BEGIN
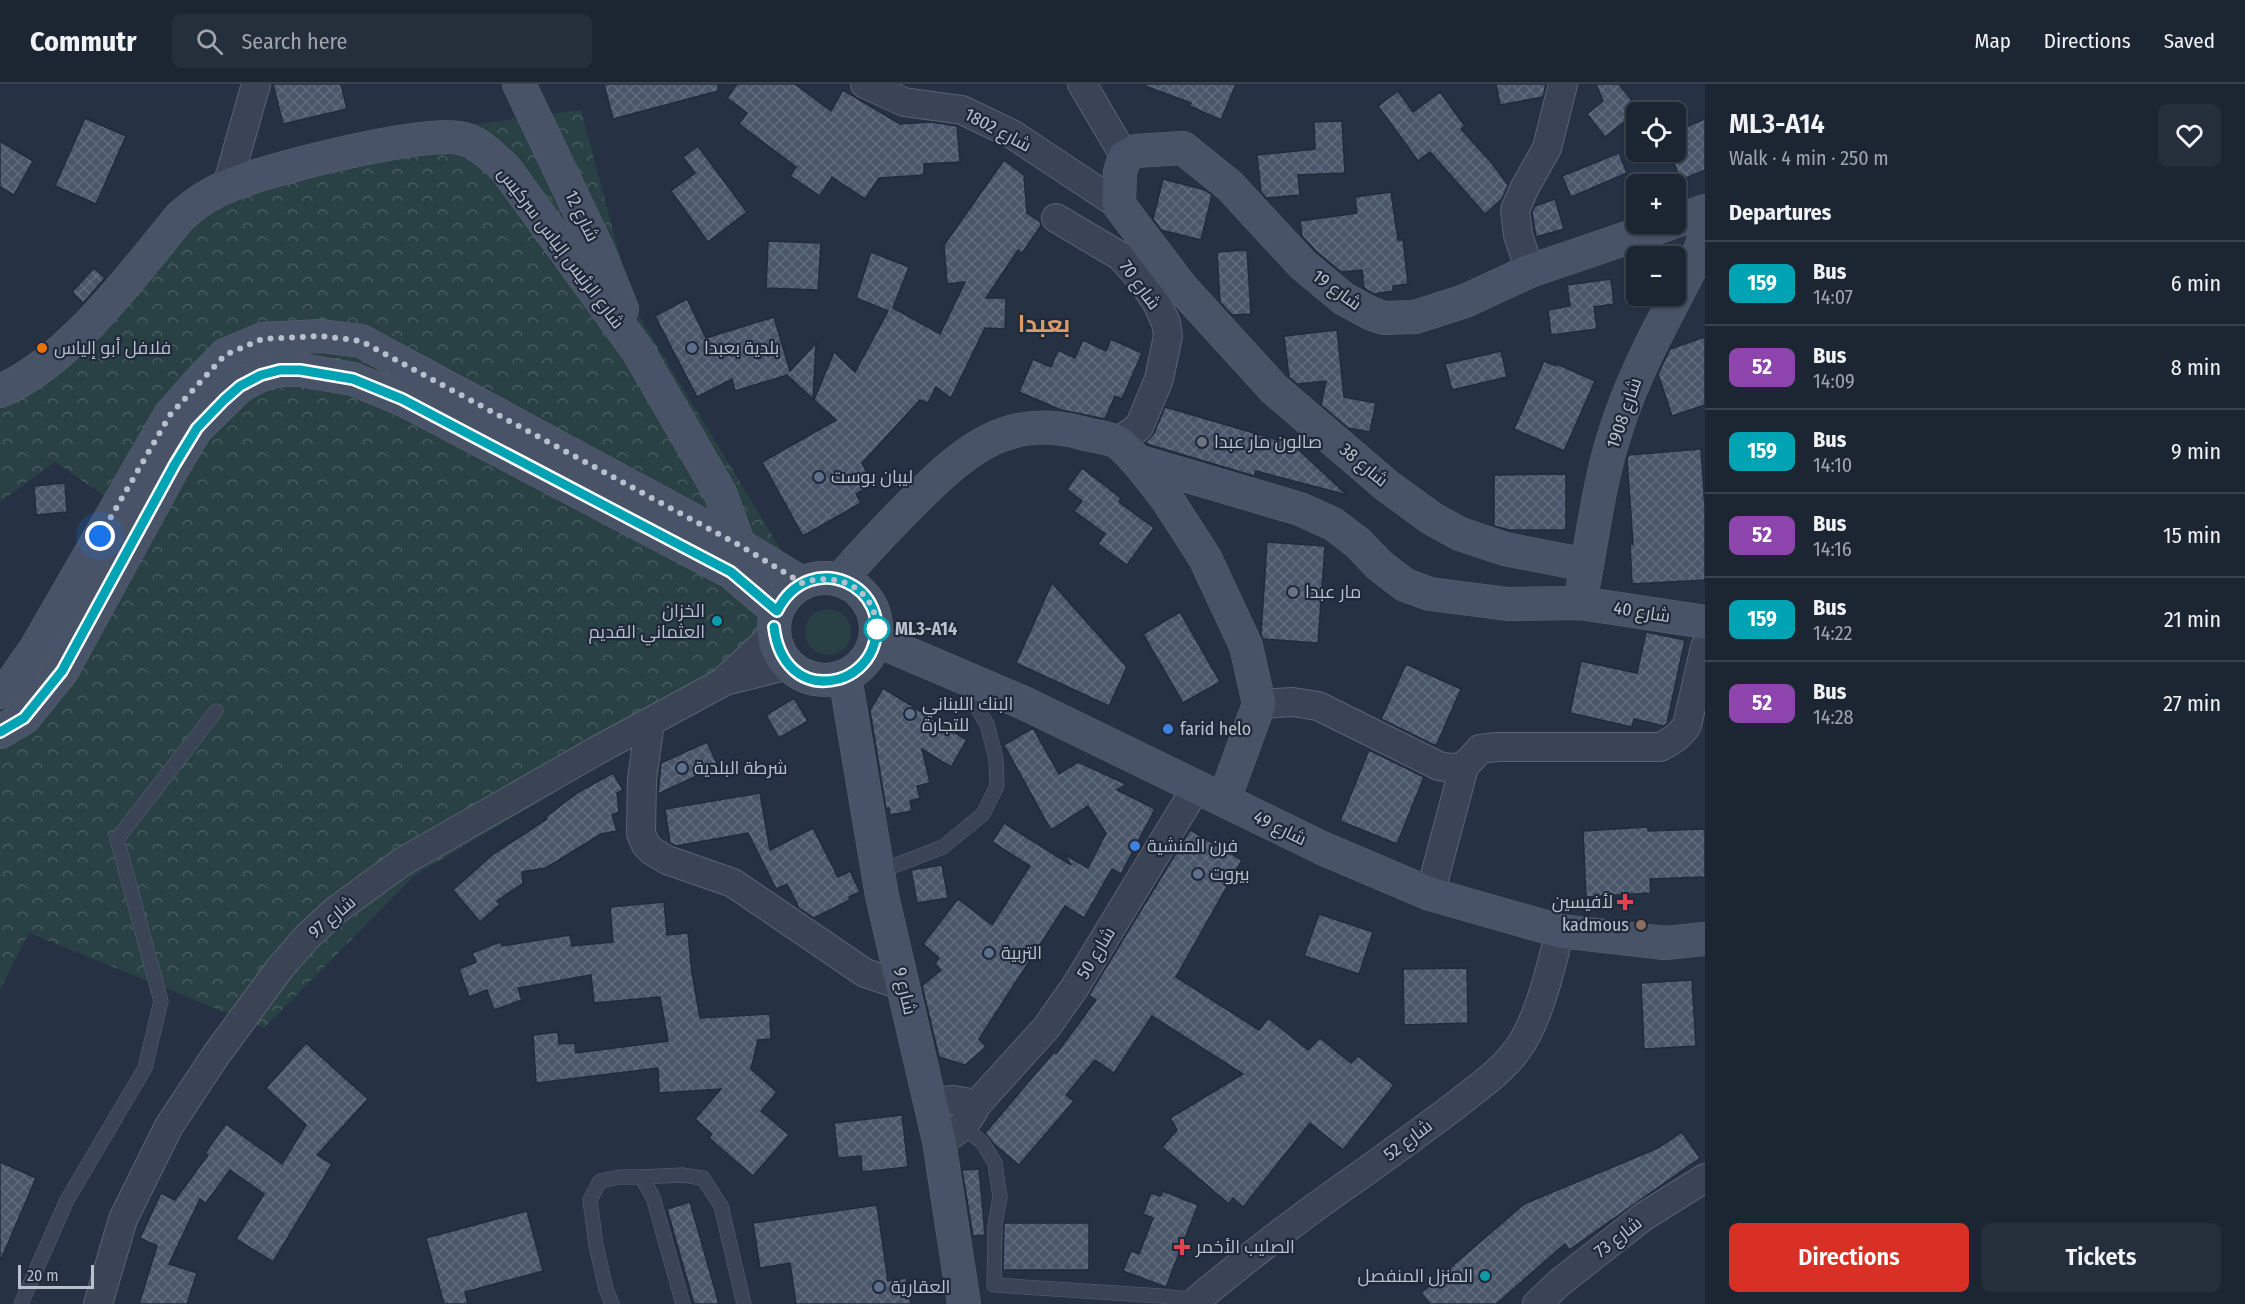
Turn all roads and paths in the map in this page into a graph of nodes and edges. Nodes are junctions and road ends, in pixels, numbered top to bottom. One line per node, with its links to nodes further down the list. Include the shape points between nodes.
1 (256, 84): 7 (street)
2 (519, 84): 15 (main road, شارع 12, via 599,252)
3 (865, 84): 8 (street, شارع 1802, via 904,102 962,110 1012,134)
4 (1082, 84): 6 (street)
5 (1563, 84): 14 (street, via 1547,148 1515,210 1518,235)
6 (1125, 157): 8 (main road, via 1120,172); 14 (main road, شارع 19, via 1136,151 1183,148 1230,186 1303,264 1344,299 1384,318 1415,317 1445,308)
7 (227, 186): 15 (main road, شارع الرئيس إلياس سركيس, via 270,171 372,148 433,137 463,138 505,168); 16 (main road, شارع الرئيس إلياس سركيس, via 196,202 180,217 59,354)
8 (1119, 206): 19 (main road, شارع 38, via 1182,288 1274,389 1386,485 1460,534 1505,549)
9 (1705, 211): 11 (main road)
10 (1056, 218): 17 (street, شارع 70, via 1120,256 1140,278 1166,323 1168,336 1159,379)
11 (1686, 218)
12 (1639, 234): 14 (main road, شارع 19)
13 (1705, 236): 19 (main road, شارع 1908, via 1641,366 1615,431)
14 (1530, 271)
15 (638, 351): 18 (main road, شارع الرئيس إلياس سركيس, via 720,493)
16 (0, 391)
17 (1127, 451): 20 (main road, شارع 40, via 1063,428 1009,432 994,437 953,463); 22 (main road, شارع 40, via 1300,509 1333,524 1405,585 1430,594 1508,603); 32 (main road, via 1167,499 1205,558 1246,646)
18 (735, 558): 21 (main road); 23 (main road); 31 (main road, via 361,341 321,336 262,339 225,355 170,415 36,648 13,681); 35 (main road, via 402,399 353,379 280,370 240,386 197,428 62,671 24,718)
19 (1587, 565): 22 (main road, شارع 1908)
20 (840, 580): 21 (main road, via 827,578); 25 (main road, via 865,596 877,625)
21 (802, 583): 23 (main road, via 783,600)
22 (1580, 603): 24 (main road, شارع 40)
23 (776, 622): 27 (main road, via 776,643); 30 (street, شارع 97)
24 (1705, 622)
25 (876, 640): 28 (main road, شارع 49); 29 (main road, via 860,668)
26 (1705, 647): 36 (street, via 1687,724 1673,741 1660,747 1480,749)
27 (789, 665): 29 (main road, via 817,681); 30 (street, شارع 97)
28 (955, 674): 37 (main road, شارع 49); 38 (lane, via 987,724 996,759 997,786 983,814 943,847)
29 (845, 677): 38 (main road, شارع 9)
30 (725, 681): 34 (street, شارع 97)
31 (0, 692)
32 (1259, 704): 36 (street, via 1293,702 1318,706 1439,766); 37 (main road, شارع 50)
33 (216, 711): 48 (lane, via 117,839 161,1001 146,1068 67,1200)
34 (650, 722): 42 (street, via 642,780 641,834 646,845 667,860 733,883 865,973); 49 (street, شارع 97, via 402,862 335,911 307,937 223,1045 169,1126 123,1220)
35 (0, 732)
36 (1464, 767): 39 (street)
37 (1210, 794): 39 (main road, شارع 49); 44 (street, شارع 50, via 1046,1028)
38 (879, 872): 42 (main road, شارع 9)
39 (1430, 894): 40 (main road, شارع 49)
40 (1560, 931): 41 (main road, شارع 49, via 1665,943); 47 (street, شارع 52, via 1528,1032 1502,1067 1401,1147 1259,1249)
41 (1705, 939)
42 (904, 986): 43 (main road, شارع 9)
43 (931, 1102): 44 (main road, شارع 9); 44 (street, via 953,1100)
44 (959, 1124): 47 (lane, via 982,1142 995,1163 1000,1197 995,1225 994,1285 1161,1296); 53 (main road, شارع 9)
45 (641, 1177): 50 (lane, via 620,1176 600,1181 590,1200 596,1245); 51 (lane, via 653,1197); 52 (lane, via 704,1178 721,1206)
46 (1705, 1178): 54 (street, شارع 73, via 1643,1217)
47 (1196, 1302)
48 (21, 1304)
49 (98, 1304)
50 (612, 1304)
51 (683, 1304)
52 (744, 1304)
53 (964, 1304)
54 (1537, 1304)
END
- Work instruction:
Wherever the word "الرئيس" turns up in a line of the entries above, copy that line.

- Response area:
7 (227, 186): 15 (main road, شارع الرئيس إلياس سركيس, via 270,171 372,148 433,137 463,138 505,168); 16 (main road, شارع الرئيس إلياس سركيس, via 196,202 180,217 59,354)
15 (638, 351): 18 (main road, شارع الرئيس إلياس سركيس, via 720,493)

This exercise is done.